また、ここ何年かはアクティブ・ラーニングということがよく言われています。以前のように、椅子に座って先生の話を聞くだけが授業ではありません。自ら発表する力、プレゼン力も求められています。
マインクラフトは、ゲーム実況という文化と切っても切り離せません。この文化がなければマインクラフトはここまで人気が出なかったのではないかと思うほどです。マインクラフトと実況の相性がいい理由は、遊び方が様々であることです。
いろいろな遊び方があるので「こんな遊び方をしました」という報告がいくつもできるのです。それは「私はこの遊び方が好きです」というお知らせでもあります。

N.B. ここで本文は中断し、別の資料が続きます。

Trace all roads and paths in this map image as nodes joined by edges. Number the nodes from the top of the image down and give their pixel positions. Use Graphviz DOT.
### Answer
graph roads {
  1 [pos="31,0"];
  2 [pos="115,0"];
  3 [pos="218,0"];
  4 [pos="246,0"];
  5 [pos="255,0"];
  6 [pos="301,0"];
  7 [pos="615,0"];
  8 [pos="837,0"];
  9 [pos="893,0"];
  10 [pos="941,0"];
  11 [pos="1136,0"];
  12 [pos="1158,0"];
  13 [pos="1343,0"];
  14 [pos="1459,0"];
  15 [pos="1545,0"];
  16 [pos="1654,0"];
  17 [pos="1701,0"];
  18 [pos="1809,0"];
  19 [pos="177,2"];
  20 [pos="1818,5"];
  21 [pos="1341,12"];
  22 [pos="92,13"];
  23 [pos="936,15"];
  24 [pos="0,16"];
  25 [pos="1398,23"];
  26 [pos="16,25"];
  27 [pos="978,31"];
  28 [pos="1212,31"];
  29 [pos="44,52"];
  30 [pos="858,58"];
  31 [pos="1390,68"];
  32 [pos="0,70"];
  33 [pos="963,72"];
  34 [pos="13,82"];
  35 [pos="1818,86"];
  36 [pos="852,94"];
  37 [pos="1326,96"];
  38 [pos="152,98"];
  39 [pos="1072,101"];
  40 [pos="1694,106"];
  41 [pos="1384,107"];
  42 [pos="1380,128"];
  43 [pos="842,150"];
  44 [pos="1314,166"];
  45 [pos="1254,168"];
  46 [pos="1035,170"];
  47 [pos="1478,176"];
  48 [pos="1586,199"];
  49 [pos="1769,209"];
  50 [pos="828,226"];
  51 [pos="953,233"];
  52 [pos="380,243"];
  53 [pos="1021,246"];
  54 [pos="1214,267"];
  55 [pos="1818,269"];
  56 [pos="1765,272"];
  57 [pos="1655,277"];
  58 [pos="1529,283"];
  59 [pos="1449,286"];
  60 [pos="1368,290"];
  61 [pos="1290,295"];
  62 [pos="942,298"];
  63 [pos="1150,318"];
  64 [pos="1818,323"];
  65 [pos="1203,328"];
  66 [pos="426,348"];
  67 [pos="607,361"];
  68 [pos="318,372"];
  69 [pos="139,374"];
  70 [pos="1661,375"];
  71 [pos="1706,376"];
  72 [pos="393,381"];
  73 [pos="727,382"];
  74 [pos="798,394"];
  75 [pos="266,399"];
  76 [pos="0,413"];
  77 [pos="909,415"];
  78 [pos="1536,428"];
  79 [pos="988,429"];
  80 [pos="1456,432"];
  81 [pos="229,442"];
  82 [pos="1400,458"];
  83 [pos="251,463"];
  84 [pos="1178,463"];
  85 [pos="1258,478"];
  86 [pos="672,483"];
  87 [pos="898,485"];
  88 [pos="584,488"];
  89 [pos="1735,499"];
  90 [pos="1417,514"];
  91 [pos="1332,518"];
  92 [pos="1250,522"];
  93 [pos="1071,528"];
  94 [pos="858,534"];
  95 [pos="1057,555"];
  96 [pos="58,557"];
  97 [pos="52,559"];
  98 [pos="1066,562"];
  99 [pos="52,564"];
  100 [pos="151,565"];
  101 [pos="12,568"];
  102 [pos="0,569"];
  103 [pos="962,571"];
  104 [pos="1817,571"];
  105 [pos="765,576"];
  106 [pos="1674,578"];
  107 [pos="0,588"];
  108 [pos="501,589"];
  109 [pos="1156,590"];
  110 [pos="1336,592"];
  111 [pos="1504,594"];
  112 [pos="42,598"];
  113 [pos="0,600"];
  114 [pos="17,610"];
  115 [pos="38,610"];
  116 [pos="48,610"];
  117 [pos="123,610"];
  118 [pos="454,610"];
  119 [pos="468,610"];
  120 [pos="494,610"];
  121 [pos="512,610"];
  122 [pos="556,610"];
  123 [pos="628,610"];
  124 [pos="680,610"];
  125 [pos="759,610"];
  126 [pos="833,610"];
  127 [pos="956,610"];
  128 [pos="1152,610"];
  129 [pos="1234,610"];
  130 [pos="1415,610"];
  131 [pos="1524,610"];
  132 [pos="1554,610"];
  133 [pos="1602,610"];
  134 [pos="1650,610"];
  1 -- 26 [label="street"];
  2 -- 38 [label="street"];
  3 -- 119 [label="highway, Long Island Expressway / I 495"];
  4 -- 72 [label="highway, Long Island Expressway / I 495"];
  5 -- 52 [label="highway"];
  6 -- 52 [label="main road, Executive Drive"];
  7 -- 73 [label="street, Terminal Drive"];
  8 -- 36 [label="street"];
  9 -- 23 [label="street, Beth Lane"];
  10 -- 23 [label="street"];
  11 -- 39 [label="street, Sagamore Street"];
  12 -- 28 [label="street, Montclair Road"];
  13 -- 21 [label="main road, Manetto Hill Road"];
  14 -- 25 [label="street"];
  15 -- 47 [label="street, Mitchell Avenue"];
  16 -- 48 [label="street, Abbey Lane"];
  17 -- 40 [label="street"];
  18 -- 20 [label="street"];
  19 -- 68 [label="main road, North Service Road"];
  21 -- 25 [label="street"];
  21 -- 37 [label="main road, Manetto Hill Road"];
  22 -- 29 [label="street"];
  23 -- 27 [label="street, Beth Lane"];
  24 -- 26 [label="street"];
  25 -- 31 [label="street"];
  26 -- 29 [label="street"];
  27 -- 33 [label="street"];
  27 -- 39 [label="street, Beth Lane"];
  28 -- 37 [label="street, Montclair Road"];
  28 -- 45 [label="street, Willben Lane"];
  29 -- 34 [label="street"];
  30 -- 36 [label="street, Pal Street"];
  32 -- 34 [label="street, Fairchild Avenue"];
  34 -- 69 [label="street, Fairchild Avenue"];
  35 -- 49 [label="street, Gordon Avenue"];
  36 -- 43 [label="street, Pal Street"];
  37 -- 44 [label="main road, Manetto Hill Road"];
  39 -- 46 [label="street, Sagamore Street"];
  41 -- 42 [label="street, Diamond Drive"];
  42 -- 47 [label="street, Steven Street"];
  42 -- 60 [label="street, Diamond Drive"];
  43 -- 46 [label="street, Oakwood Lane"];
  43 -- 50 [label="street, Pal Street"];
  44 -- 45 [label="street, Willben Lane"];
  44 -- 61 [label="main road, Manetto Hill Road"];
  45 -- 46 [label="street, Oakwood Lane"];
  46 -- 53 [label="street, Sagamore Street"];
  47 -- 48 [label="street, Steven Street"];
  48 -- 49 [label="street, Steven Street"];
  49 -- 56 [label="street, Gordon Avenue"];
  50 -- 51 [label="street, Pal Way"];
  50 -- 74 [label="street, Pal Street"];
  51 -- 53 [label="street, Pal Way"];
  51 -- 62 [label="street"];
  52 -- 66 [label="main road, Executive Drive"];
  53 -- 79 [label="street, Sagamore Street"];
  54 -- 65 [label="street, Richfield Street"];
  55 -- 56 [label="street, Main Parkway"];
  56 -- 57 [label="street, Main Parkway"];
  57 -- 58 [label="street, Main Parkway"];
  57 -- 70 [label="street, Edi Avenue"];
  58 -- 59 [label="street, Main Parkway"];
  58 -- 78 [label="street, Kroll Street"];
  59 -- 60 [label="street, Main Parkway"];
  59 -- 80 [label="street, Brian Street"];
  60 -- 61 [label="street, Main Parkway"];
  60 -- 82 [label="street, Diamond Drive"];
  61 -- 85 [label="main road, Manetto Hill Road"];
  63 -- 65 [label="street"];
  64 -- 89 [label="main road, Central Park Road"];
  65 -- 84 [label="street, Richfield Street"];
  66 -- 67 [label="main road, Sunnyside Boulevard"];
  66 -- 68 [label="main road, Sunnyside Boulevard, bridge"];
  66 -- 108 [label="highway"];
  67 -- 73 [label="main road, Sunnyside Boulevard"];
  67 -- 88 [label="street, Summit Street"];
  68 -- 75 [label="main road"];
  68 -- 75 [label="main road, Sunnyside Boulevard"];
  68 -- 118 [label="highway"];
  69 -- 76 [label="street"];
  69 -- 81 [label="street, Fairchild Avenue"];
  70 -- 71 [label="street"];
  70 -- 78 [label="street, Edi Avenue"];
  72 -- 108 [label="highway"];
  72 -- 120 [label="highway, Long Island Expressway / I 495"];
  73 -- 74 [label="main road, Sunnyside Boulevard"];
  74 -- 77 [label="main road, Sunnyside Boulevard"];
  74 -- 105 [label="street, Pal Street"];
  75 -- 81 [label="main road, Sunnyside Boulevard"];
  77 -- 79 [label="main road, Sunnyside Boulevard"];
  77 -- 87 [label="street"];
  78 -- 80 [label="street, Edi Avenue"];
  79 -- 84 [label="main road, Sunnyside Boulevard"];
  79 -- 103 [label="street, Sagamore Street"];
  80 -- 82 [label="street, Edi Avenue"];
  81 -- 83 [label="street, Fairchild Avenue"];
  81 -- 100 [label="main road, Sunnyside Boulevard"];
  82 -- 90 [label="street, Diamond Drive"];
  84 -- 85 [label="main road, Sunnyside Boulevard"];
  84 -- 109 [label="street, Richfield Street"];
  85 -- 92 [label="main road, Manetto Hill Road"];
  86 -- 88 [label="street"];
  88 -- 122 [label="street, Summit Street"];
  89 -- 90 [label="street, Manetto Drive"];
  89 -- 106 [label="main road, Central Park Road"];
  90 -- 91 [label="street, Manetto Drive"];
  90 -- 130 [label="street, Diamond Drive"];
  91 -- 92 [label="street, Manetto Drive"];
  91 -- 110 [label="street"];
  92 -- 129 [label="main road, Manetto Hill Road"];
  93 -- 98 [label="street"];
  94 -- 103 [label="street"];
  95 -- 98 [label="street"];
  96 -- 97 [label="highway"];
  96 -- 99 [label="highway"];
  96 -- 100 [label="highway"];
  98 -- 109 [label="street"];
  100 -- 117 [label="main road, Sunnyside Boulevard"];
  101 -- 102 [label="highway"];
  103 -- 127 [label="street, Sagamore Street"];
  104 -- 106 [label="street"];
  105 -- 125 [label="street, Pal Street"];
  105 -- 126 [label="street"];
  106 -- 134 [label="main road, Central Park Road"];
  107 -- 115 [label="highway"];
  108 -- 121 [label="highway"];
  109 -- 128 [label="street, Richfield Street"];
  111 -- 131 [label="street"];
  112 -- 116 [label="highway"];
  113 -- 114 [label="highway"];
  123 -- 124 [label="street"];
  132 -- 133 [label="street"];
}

好きなものについて語る実況を見聞きしていれば、さらに、自分でもやってみれば、「好きなものについて語る力」は自然と育ちます。
それが、プレゼン力です。
私がかかわる多くのマインクラフトの学習プロジェクトでは、ほとんどのケースで最後に必ずプレゼンをします。小学生から大学生までの皆さんが見事に発表をしてくれることに一番驚いているのは、その場にいる大人たちなのです。
社会――歴史を知り、世の中を知る
マインクラフトの世界では、いろいろな人の手によって、歴史的建造物が模倣・再現されています。
模倣といっても、本格的です。写真でしか見たことのない建物の内部についても調査して、調査しきれなかった部分は想像して、ゼロから建てていきます。こうすることで、教科書で読んだだけではピンときていなかった「校倉造り」や「寝殿造り」といった単語に、リアリティが増します。さらには、その建物が建てられた時代背景、人々の生活、政治や経済の状況などに興味が派生していきます。それも、自発的に。
そうして自ら進んで得た知識は、深く心と脳に刻まれるでしょう。それこそが探求学習の最初の一歩となります。もちろん、歴史的建造物以外のものも作れます。